Topic Introduction

Phage-Display Methodology for the Study of Protein-Protein Interactions: Overview

Adapted from "Phage-Display Methodology for the Study of Protein-Protein Interactions," Chapter 9, in Protein-Protein Interactions, 2nd edition (eds. Golemis and Adams). Cold Spring Harbor Laboratory Press, Cold Spring Harbor, NY, USA, 2005.

INTRODUCTION

In recent years, phage display has evolved into a powerful tool providing opportunities to define natural protein-protein interactions and to mold novel ligand receptors. The essential advantages of phage-display approaches originate in the incorporation of the protein and genetic components into a single phage particle. By providing a direct physical link between the expressed protein and the encoding genetic information, clones with desirable functional capacities can be efficiently subjected to iterative rounds of selection, followed by amplification of the selected sublibrary.
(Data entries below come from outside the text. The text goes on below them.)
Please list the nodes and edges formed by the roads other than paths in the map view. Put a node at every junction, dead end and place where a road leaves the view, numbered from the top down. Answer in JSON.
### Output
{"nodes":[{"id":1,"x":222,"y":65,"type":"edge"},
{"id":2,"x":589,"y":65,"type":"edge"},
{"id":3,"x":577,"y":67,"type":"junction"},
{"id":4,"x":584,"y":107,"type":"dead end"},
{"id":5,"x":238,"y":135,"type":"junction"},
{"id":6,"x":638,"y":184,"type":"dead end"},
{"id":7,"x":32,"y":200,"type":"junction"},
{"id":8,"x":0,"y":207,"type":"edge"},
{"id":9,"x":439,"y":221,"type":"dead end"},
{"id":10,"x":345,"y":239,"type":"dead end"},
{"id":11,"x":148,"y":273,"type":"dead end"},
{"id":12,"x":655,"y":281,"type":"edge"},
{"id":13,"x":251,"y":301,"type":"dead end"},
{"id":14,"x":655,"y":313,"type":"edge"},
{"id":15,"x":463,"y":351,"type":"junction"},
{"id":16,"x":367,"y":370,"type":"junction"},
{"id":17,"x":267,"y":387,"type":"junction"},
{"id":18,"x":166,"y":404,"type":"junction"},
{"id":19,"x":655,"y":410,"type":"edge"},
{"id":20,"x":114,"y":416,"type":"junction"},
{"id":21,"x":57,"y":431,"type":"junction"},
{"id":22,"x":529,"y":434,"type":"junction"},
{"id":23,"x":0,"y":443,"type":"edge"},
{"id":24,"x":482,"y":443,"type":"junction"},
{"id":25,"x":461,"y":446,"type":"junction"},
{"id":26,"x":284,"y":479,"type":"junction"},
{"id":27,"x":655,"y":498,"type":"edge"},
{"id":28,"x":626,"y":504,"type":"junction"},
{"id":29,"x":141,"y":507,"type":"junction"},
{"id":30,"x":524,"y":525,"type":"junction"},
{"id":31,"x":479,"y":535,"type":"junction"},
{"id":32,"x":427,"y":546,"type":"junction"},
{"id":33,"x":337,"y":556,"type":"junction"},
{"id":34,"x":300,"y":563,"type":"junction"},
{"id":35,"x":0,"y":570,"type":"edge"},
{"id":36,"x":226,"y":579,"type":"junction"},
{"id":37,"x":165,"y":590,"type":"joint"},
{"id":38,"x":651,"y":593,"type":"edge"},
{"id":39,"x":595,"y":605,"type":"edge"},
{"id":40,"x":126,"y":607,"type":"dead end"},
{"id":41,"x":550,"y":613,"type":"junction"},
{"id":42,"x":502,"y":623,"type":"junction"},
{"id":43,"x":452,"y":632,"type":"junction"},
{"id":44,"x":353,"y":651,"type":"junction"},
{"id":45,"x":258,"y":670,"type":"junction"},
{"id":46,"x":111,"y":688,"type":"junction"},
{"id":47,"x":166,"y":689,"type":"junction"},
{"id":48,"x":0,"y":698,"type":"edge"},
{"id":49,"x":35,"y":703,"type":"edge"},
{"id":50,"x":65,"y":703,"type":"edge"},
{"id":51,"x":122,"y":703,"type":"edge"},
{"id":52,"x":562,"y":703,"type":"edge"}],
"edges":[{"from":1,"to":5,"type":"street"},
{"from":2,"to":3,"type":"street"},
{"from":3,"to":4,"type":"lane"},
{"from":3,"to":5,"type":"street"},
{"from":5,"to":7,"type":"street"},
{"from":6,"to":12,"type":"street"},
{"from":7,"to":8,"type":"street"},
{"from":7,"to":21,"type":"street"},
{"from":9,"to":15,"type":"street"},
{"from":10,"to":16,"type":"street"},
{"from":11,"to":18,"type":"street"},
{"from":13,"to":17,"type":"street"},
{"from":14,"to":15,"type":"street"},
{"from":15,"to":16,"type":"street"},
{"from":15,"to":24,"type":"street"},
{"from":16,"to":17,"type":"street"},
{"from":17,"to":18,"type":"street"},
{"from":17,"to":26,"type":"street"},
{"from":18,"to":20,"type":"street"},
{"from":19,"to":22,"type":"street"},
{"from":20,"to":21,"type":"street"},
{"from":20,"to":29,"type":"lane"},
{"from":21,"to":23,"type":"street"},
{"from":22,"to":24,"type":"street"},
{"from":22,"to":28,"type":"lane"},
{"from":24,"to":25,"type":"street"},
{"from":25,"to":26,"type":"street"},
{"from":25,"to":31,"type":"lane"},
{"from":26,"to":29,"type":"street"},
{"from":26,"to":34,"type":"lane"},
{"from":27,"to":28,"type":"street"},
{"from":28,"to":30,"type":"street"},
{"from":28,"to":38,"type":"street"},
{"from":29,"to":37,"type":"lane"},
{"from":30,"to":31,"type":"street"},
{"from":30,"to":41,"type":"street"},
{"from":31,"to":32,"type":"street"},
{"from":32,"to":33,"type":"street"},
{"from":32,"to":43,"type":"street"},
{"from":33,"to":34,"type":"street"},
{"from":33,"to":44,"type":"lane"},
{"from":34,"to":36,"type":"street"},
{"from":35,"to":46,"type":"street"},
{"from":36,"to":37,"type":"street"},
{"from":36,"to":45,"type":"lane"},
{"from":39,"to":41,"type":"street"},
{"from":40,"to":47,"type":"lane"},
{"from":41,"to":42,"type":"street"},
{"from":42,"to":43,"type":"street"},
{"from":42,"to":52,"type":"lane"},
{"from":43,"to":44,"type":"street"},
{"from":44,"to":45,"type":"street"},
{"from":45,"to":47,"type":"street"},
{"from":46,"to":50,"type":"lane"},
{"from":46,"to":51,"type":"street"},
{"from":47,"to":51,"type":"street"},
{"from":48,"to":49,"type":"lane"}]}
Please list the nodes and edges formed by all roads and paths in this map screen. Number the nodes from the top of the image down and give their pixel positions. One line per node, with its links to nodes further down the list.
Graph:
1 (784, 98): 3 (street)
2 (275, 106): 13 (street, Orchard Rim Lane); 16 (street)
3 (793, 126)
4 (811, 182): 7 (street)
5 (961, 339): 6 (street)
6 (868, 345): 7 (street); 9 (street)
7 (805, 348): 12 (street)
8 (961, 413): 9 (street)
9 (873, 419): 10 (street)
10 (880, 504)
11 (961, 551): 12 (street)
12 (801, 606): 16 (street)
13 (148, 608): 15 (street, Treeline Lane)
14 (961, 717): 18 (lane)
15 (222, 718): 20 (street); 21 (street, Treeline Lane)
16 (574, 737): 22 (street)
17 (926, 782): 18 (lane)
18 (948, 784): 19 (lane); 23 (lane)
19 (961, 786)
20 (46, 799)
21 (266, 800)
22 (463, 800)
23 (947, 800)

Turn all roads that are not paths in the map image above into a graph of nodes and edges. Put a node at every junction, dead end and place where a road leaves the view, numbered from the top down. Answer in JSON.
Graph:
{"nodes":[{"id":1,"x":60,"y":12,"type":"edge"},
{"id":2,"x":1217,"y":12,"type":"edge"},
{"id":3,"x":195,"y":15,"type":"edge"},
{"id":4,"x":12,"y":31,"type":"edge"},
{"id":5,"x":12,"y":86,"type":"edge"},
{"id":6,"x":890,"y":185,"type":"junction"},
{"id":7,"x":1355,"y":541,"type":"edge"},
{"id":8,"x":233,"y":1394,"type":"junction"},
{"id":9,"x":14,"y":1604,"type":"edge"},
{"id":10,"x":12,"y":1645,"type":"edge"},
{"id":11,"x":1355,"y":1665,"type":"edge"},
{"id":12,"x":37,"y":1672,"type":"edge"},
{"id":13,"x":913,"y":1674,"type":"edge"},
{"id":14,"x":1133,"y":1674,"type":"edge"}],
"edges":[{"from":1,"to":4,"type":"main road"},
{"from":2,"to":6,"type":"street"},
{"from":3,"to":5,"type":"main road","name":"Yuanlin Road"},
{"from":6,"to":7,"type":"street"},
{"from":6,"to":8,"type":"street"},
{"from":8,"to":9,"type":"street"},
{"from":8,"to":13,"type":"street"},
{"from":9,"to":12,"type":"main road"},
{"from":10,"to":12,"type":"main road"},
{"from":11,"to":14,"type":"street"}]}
Hence, during library selection (or panning), specific phage clones are progressively enriched on the basis of their specificity and affinity for ligand. Thus, relatively rare ligand-binding clones can be rescued rapidly and efficiently from large libraries. As these expression cloning systems have matured, versatile selection methods have been reported that are based on the functional properties of displayed proteins in diverse immunochemical and biological settings. This article summarizes phage-display methodology, including relevant biology, nucleotide-doping strategies, and considerations for library design.